Over heating

BobChiz

Distinguished
Oct 10, 2009
7
0
18,510
:eek: hello first time poster.
I have solved some puter probs just reading the forums.
now I have a cpu heat prob
it is a P4 3 gig
on a Asus p4g8x board
Ati Raedon x1600 vid card.
with 4 gig of ram
the cpu temp is running at 79.5 c-176 f
I have the case open and put several fans on it.
the voltages look ok
could the psu be the culprit? even though the voltages look ok?
vcore- 1.525
+3.3- 3.32
+5- 5.05
+12 - 11.71
cpu fan speed is 2700-3000 varies.
MB temp 32 c-89.5 f

all of this information is at idle os is windows 7
I have a 2.4 cpu I am thinking of puttting in it just to see the outcome.
what your thoughts? thanks :) :bounce:
 
I'm going to go with clean the heatsink of any dust/fluff that has undoubtedly accumulated over the years,
and are you confident enough to remove the heatsink, clean the processor with alcohol, re-apply new thermal paste and refit the heatsink?
if not, I would find a shop in your locale, shouldn't cost you much but will help the temps
I don't see the psu causing the problem although its old,
Moto
 
And your still getting those temps? Could be almost bye-byes time for the chip then I reckon,
assuming you've applied the paste correctly I.E. not slathered tons on, and possibly taking into account a burn in period, (some pastes take time to cure) you shouldn't be cooking like that
Moto
 

navZ88

Distinguished
Jan 1, 2012
185
0
18,690


the core is burning, man!

Provide that you have unchecked any OverClocking features in BIOS.(let the BIOS take its DEFAULT settings.), do everything one by one until temp drop down below 50 degree C at idle:

1. Clean heat sink with alcohol.
2. Remove thermal compound paste on cpu-chip with alcohol and apply a fresh one of 'Arctic Silver' like brand.
3. Check the environment around cpu both inside case and the room. Make sure continuous flow of air throughout. There should be no accumulation of air inside.

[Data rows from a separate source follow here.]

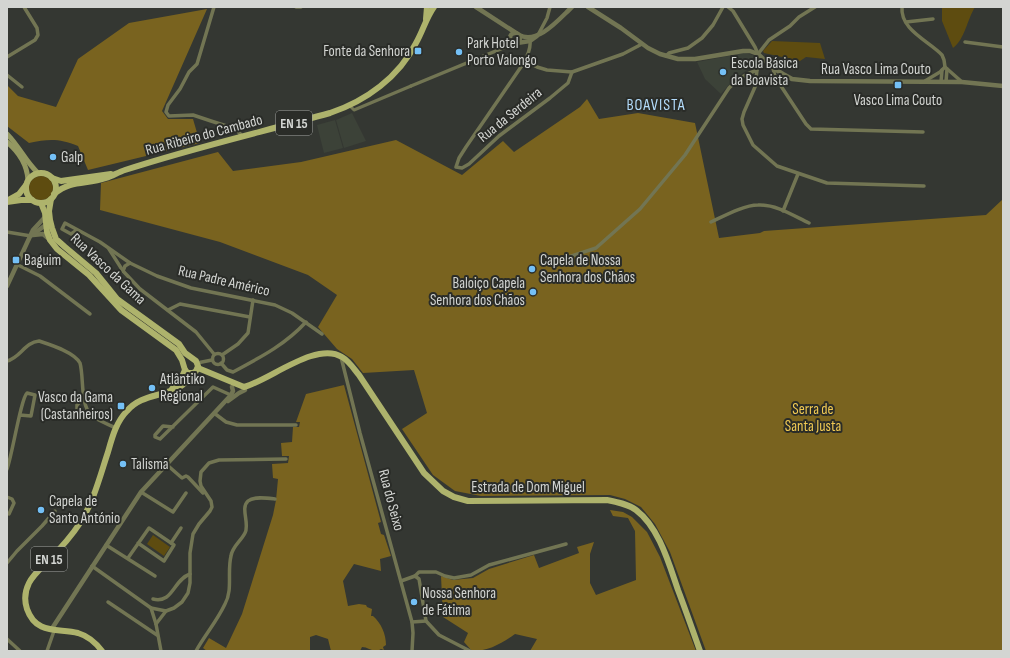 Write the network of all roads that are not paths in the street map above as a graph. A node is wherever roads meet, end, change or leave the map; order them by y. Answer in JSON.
{"nodes":[{"id":1,"x":24,"y":7,"type":"edge"},
{"id":2,"x":214,"y":7,"type":"edge"},
{"id":3,"x":296,"y":7,"type":"edge"},
{"id":4,"x":301,"y":7,"type":"edge"},
{"id":5,"x":427,"y":7,"type":"edge"},
{"id":6,"x":434,"y":7,"type":"edge"},
{"id":7,"x":476,"y":7,"type":"edge"},
{"id":8,"x":550,"y":7,"type":"edge"},
{"id":9,"x":572,"y":7,"type":"edge"},
{"id":10,"x":588,"y":7,"type":"edge"},
{"id":11,"x":723,"y":7,"type":"edge"},
{"id":12,"x":728,"y":7,"type":"edge"},
{"id":13,"x":815,"y":7,"type":"edge"},
{"id":14,"x":902,"y":7,"type":"edge"},
{"id":15,"x":933,"y":19,"type":"dead end"},
{"id":16,"x":425,"y":22,"type":"junction"},
{"id":17,"x":906,"y":22,"type":"junction"},
{"id":18,"x":502,"y":24,"type":"junction"},
{"id":19,"x":518,"y":34,"type":"junction"},
{"id":20,"x":538,"y":35,"type":"junction"},
{"id":21,"x":524,"y":37,"type":"junction"},
{"id":22,"x":511,"y":38,"type":"junction"},
{"id":23,"x":523,"y":42,"type":"junction"},
{"id":24,"x":531,"y":42,"type":"junction"},
{"id":25,"x":965,"y":42,"type":"dead end"},
{"id":26,"x":516,"y":43,"type":"junction"},
{"id":27,"x":642,"y":44,"type":"junction"},
{"id":28,"x":504,"y":47,"type":"junction"},
{"id":29,"x":1003,"y":47,"type":"edge"},
{"id":30,"x":529,"y":50,"type":"junction"},
{"id":31,"x":758,"y":54,"type":"junction"},
{"id":32,"x":666,"y":56,"type":"junction"},
{"id":33,"x":7,"y":57,"type":"edge"},
{"id":34,"x":525,"y":61,"type":"junction"},
{"id":35,"x":774,"y":68,"type":"junction"},
{"id":36,"x":945,"y":68,"type":"junction"},
{"id":37,"x":757,"y":70,"type":"junction"},
{"id":38,"x":572,"y":72,"type":"junction"},
{"id":39,"x":783,"y":74,"type":"junction"},
{"id":40,"x":7,"y":75,"type":"edge"},
{"id":41,"x":926,"y":81,"type":"junction"},
{"id":42,"x":778,"y":82,"type":"junction"},
{"id":43,"x":944,"y":82,"type":"junction"},
{"id":44,"x":962,"y":82,"type":"junction"},
{"id":45,"x":411,"y":86,"type":"joint"},
{"id":46,"x":1003,"y":86,"type":"edge"},
{"id":47,"x":22,"y":87,"type":"dead end"},
{"id":48,"x":350,"y":106,"type":"junction"},
{"id":49,"x":923,"y":132,"type":"dead end"},
{"id":50,"x":7,"y":134,"type":"edge"},
{"id":51,"x":243,"y":137,"type":"junction"},
{"id":52,"x":7,"y":142,"type":"edge"},
{"id":53,"x":38,"y":173,"type":"junction"},
{"id":54,"x":115,"y":174,"type":"junction"},
{"id":55,"x":798,"y":174,"type":"junction"},
{"id":56,"x":51,"y":178,"type":"junction"},
{"id":57,"x":27,"y":182,"type":"junction"},
{"id":58,"x":924,"y":186,"type":"dead end"},
{"id":59,"x":53,"y":196,"type":"junction"},
{"id":60,"x":32,"y":200,"type":"junction"},
{"id":61,"x":7,"y":201,"type":"edge"},
{"id":62,"x":41,"y":203,"type":"junction"},
{"id":63,"x":783,"y":211,"type":"junction"},
{"id":64,"x":45,"y":221,"type":"junction"},
{"id":65,"x":711,"y":222,"type":"dead end"},
{"id":66,"x":809,"y":223,"type":"dead end"},
{"id":67,"x":77,"y":230,"type":"dead end"},
{"id":68,"x":7,"y":232,"type":"edge"},
{"id":69,"x":31,"y":236,"type":"junction"},
{"id":70,"x":50,"y":240,"type":"junction"},
{"id":71,"x":108,"y":248,"type":"junction"},
{"id":72,"x":130,"y":263,"type":"junction"},
{"id":73,"x":547,"y":264,"type":"dead end"},
{"id":74,"x":18,"y":265,"type":"junction"},
{"id":75,"x":123,"y":271,"type":"junction"},
{"id":76,"x":7,"y":272,"type":"edge"},
{"id":77,"x":14,"y":273,"type":"junction"},
{"id":78,"x":7,"y":286,"type":"edge"},
{"id":79,"x":253,"y":300,"type":"junction"},
{"id":80,"x":168,"y":310,"type":"junction"},
{"id":81,"x":90,"y":314,"type":"dead end"},
{"id":82,"x":250,"y":317,"type":"junction"},
{"id":83,"x":306,"y":322,"type":"junction"},
{"id":84,"x":322,"y":334,"type":"dead end"},
{"id":85,"x":214,"y":354,"type":"junction"},
{"id":86,"x":222,"y":355,"type":"junction"},
{"id":87,"x":341,"y":356,"type":"junction"},
{"id":88,"x":212,"y":360,"type":"junction"},
{"id":89,"x":7,"y":361,"type":"edge"},
{"id":90,"x":221,"y":363,"type":"junction"},
{"id":91,"x":184,"y":367,"type":"junction"},
{"id":92,"x":195,"y":367,"type":"junction"},
{"id":93,"x":265,"y":378,"type":"junction"},
{"id":94,"x":232,"y":387,"type":"junction"},
{"id":95,"x":171,"y":390,"type":"junction"},
{"id":96,"x":245,"y":390,"type":"junction"},
{"id":97,"x":84,"y":396,"type":"junction"},
{"id":98,"x":232,"y":396,"type":"junction"},
{"id":99,"x":214,"y":412,"type":"junction"},
{"id":100,"x":90,"y":414,"type":"junction"},
{"id":101,"x":20,"y":415,"type":"junction"},
{"id":102,"x":296,"y":424,"type":"dead end"},
{"id":103,"x":173,"y":426,"type":"junction"},
{"id":104,"x":116,"y":428,"type":"junction"},
{"id":105,"x":286,"y":460,"type":"dead end"},
{"id":106,"x":166,"y":464,"type":"junction"},
{"id":107,"x":7,"y":469,"type":"edge"},
{"id":108,"x":141,"y":492,"type":"junction"},
{"id":109,"x":186,"y":493,"type":"dead end"},
{"id":110,"x":205,"y":494,"type":"junction"},
{"id":111,"x":7,"y":497,"type":"edge"},
{"id":112,"x":275,"y":499,"type":"dead end"},
{"id":113,"x":55,"y":511,"type":"dead end"},
{"id":114,"x":9,"y":514,"type":"dead end"},
{"id":115,"x":181,"y":528,"type":"dead end"},
{"id":116,"x":138,"y":543,"type":"junction"},
{"id":117,"x":171,"y":543,"type":"junction"},
{"id":118,"x":566,"y":544,"type":"dead end"},
{"id":119,"x":106,"y":545,"type":"junction"},
{"id":120,"x":128,"y":558,"type":"junction"},
{"id":121,"x":7,"y":563,"type":"edge"},
{"id":122,"x":92,"y":566,"type":"junction"},
{"id":123,"x":190,"y":574,"type":"junction"},
{"id":124,"x":155,"y":576,"type":"dead end"},
{"id":125,"x":415,"y":576,"type":"junction"},
{"id":126,"x":401,"y":581,"type":"junction"},
{"id":127,"x":152,"y":599,"type":"dead end"},
{"id":128,"x":108,"y":602,"type":"dead end"},
{"id":129,"x":151,"y":608,"type":"junction"},
{"id":130,"x":166,"y":610,"type":"junction"},
{"id":131,"x":426,"y":620,"type":"junction"},
{"id":132,"x":412,"y":622,"type":"junction"},
{"id":133,"x":156,"y":624,"type":"junction"},
{"id":134,"x":52,"y":631,"type":"junction"},
{"id":135,"x":157,"y":635,"type":"junction"},
{"id":136,"x":7,"y":639,"type":"edge"},
{"id":137,"x":20,"y":651,"type":"edge"},
{"id":138,"x":47,"y":651,"type":"edge"},
{"id":139,"x":102,"y":651,"type":"edge"},
{"id":140,"x":161,"y":651,"type":"edge"},
{"id":141,"x":196,"y":651,"type":"edge"},
{"id":142,"x":412,"y":651,"type":"edge"},
{"id":143,"x":470,"y":651,"type":"edge"},
{"id":144,"x":700,"y":651,"type":"edge"}],
"edges":[{"from":1,"to":33,"type":"street"},
{"from":2,"to":51,"type":"street"},
{"from":3,"to":4,"type":"street"},
{"from":5,"to":16,"type":"main road","number":"EN 15"},
{"from":6,"to":16,"type":"main road","number":"EN 15"},
{"from":7,"to":18,"type":"street"},
{"from":8,"to":20,"type":"street"},
{"from":9,"to":20,"type":"street"},
{"from":10,"to":27,"type":"street"},
{"from":11,"to":32,"type":"street"},
{"from":12,"to":31,"type":"street"},
{"from":13,"to":31,"type":"street"},
{"from":14,"to":17,"type":"street"},
{"from":15,"to":17,"type":"street"},
{"from":16,"to":48,"type":"main road","name":"Rua Ribeiro do Cambado","number":"EN 15"},
{"from":17,"to":36,"type":"street"},
{"from":18,"to":19,"type":"street"},
{"from":18,"to":22,"type":"street"},
{"from":19,"to":21,"type":"street"},
{"from":19,"to":22,"type":"street"},
{"from":19,"to":26,"type":"street"},
{"from":20,"to":21,"type":"street"},
{"from":20,"to":24,"type":"street"},
{"from":21,"to":24,"type":"street"},
{"from":22,"to":26,"type":"street"},
{"from":22,"to":28,"type":"street"},
{"from":23,"to":24,"type":"street"},
{"from":23,"to":26,"type":"street"},
{"from":23,"to":30,"type":"street"},
{"from":24,"to":30,"type":"street"},
{"from":25,"to":29,"type":"street"},
{"from":26,"to":28,"type":"street"},
{"from":27,"to":32,"type":"street"},
{"from":27,"to":38,"type":"street","name":"Rua da Serdeira"},
{"from":28,"to":45,"type":"street"},
{"from":30,"to":34,"type":"street"},
{"from":31,"to":32,"type":"street"},
{"from":31,"to":35,"type":"street","name":"Rua Vasco Lima Couto"},
{"from":31,"to":37,"type":"street"},
{"from":34,"to":38,"type":"street","name":"Rua da Serdeira"},
{"from":34,"to":38,"type":"street","name":"Rua da Serdeira"},
{"from":35,"to":39,"type":"street","name":"Rua Vasco Lima Couto"},
{"from":35,"to":42,"type":"street"},
{"from":36,"to":41,"type":"street"},
{"from":36,"to":43,"type":"street"},
{"from":36,"to":44,"type":"street"},
{"from":37,"to":55,"type":"street"},
{"from":37,"to":73,"type":"street"},
{"from":39,"to":41,"type":"street","name":"Rua Vasco Lima Couto"},
{"from":39,"to":42,"type":"street"},
{"from":40,"to":47,"type":"street"},
{"from":41,"to":43,"type":"street","name":"Rua Vasco Lima Couto"},
{"from":42,"to":49,"type":"street"},
{"from":43,"to":44,"type":"street","name":"Rua Vasco Lima Couto"},
{"from":44,"to":46,"type":"street","name":"Rua Vasco Lima Couto"},
{"from":45,"to":48,"type":"street"},
{"from":48,"to":51,"type":"main road","name":"Rua Ribeiro do Cambado","number":"EN 15"},
{"from":50,"to":53,"type":"main road"},
{"from":51,"to":54,"type":"main road","name":"Rua Ribeiro do Cambado","number":"EN 15"},
{"from":52,"to":57,"type":"main road"},
{"from":53,"to":56,"type":"main road"},
{"from":53,"to":57,"type":"main road"},
{"from":54,"to":56,"type":"main road","name":"Rua Ribeiro do Cambado","number":"EN 15"},
{"from":54,"to":59,"type":"main road","name":"Rua Ribeiro do Cambado","number":"EN 15"},
{"from":55,"to":58,"type":"street"},
{"from":55,"to":63,"type":"street"},
{"from":56,"to":59,"type":"main road"},
{"from":57,"to":60,"type":"main road"},
{"from":57,"to":61,"type":"main road"},
{"from":59,"to":62,"type":"main road"},
{"from":59,"to":64,"type":"main road","name":"Rua Vasco da Gama"},
{"from":60,"to":61,"type":"main road"},
{"from":60,"to":62,"type":"main road"},
{"from":62,"to":64,"type":"main road","name":"Rua Vasco da Gama"},
{"from":63,"to":65,"type":"street"},
{"from":63,"to":66,"type":"street"},
{"from":64,"to":69,"type":"street"},
{"from":64,"to":70,"type":"main road","name":"Rua Vasco da Gama"},
{"from":64,"to":92,"type":"main road","name":"Rua Vasco da Gama"},
{"from":67,"to":71,"type":"street","name":"Rua Padre Américo"},
{"from":68,"to":69,"type":"street"},
{"from":69,"to":70,"type":"street"},
{"from":69,"to":74,"type":"street"},
{"from":70,"to":91,"type":"main road","name":"Rua Vasco da Gama"},
{"from":71,"to":72,"type":"street","name":"Rua Padre Américo"},
{"from":71,"to":75,"type":"street"},
{"from":72,"to":75,"type":"street"},
{"from":72,"to":79,"type":"street","name":"Rua Padre Américo"},
{"from":74,"to":77,"type":"street"},
{"from":74,"to":81,"type":"street"},
{"from":75,"to":80,"type":"street"},
{"from":76,"to":77,"type":"street"},
{"from":77,"to":78,"type":"street"},
{"from":79,"to":82,"type":"street"},
{"from":79,"to":83,"type":"street","name":"Rua Padre Américo"},
{"from":80,"to":82,"type":"street"},
{"from":80,"to":85,"type":"street"},
{"from":82,"to":86,"type":"street"},
{"from":83,"to":84,"type":"street","name":"Rua Padre Américo"},
{"from":83,"to":90,"type":"street"},
{"from":85,"to":86,"type":"street"},
{"from":85,"to":88,"type":"street"},
{"from":86,"to":90,"type":"street"},
{"from":87,"to":93,"type":"main road"},
{"from":87,"to":126,"type":"street","name":"Rua do Seixo"},
{"from":87,"to":144,"type":"main road","name":"Estrada de Dom Miguel"},
{"from":88,"to":90,"type":"street"},
{"from":88,"to":92,"type":"street"},
{"from":89,"to":97,"type":"street"},
{"from":91,"to":92,"type":"main road"},
{"from":91,"to":92,"type":"main road"},
{"from":91,"to":95,"type":"main road"},
{"from":92,"to":93,"type":"main road"},
{"from":92,"to":94,"type":"main road"},
{"from":92,"to":95,"type":"main road","number":"EN 15"},
{"from":93,"to":96,"type":"main road"},
{"from":94,"to":96,"type":"main road"},
{"from":94,"to":98,"type":"street"},
{"from":95,"to":104,"type":"main road","number":"EN 15"},
{"from":96,"to":98,"type":"street"},
{"from":97,"to":100,"type":"street"},
{"from":97,"to":100,"type":"street"},
{"from":98,"to":99,"type":"street"},
{"from":98,"to":103,"type":"street"},
{"from":99,"to":102,"type":"street"},
{"from":99,"to":106,"type":"street"},
{"from":100,"to":104,"type":"street"},
{"from":101,"to":101,"type":"street"},
{"from":101,"to":107,"type":"street"},
{"from":103,"to":103,"type":"street"},
{"from":104,"to":134,"type":"main road","number":"EN 15"},
{"from":105,"to":110,"type":"street"},
{"from":106,"to":108,"type":"street"},
{"from":106,"to":110,"type":"street"},
{"from":108,"to":109,"type":"street"},
{"from":108,"to":119,"type":"street"},
{"from":110,"to":123,"type":"street"},
{"from":111,"to":114,"type":"street"},
{"from":112,"to":141,"type":"street"},
{"from":113,"to":121,"type":"street"},
{"from":115,"to":117,"type":"street"},
{"from":116,"to":117,"type":"street"},
{"from":116,"to":117,"type":"street"},
{"from":116,"to":120,"type":"street"},
{"from":118,"to":125,"type":"street"},
{"from":119,"to":120,"type":"street"},
{"from":119,"to":122,"type":"street"},
{"from":120,"to":124,"type":"street"},
{"from":122,"to":129,"type":"street"},
{"from":122,"to":134,"type":"street"},
{"from":123,"to":127,"type":"street"},
{"from":123,"to":130,"type":"street"},
{"from":125,"to":126,"type":"street"},
{"from":125,"to":131,"type":"street"},
{"from":126,"to":132,"type":"street","name":"Rua do Seixo"},
{"from":128,"to":135,"type":"street"},
{"from":129,"to":130,"type":"street"},
{"from":129,"to":133,"type":"street"},
{"from":130,"to":133,"type":"street"},
{"from":131,"to":132,"type":"street"},
{"from":131,"to":143,"type":"street"},
{"from":132,"to":142,"type":"street","name":"Rua do Seixo"},
{"from":133,"to":135,"type":"street"},
{"from":134,"to":138,"type":"street"},
{"from":134,"to":139,"type":"main road","number":"EN 15"},
{"from":135,"to":140,"type":"street"},
{"from":136,"to":137,"type":"street"}]}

if the problem still persists: it may me due to some hardware(cpu/mobo/psu) malfunctioning, in such case-

OPTION 1:-
Replace the cpu/mobo/psu on a fresh system(perhaps, of your friend's) one by one to find the faulty component. And finally replace the faulty one(s) with new.

OPTION 2 :-
Upgrade your cpu cooling system:
1. Use copper-finned heat-sinks. (google it)
2. Employ a LCS (Liquid Cooling System). (google it)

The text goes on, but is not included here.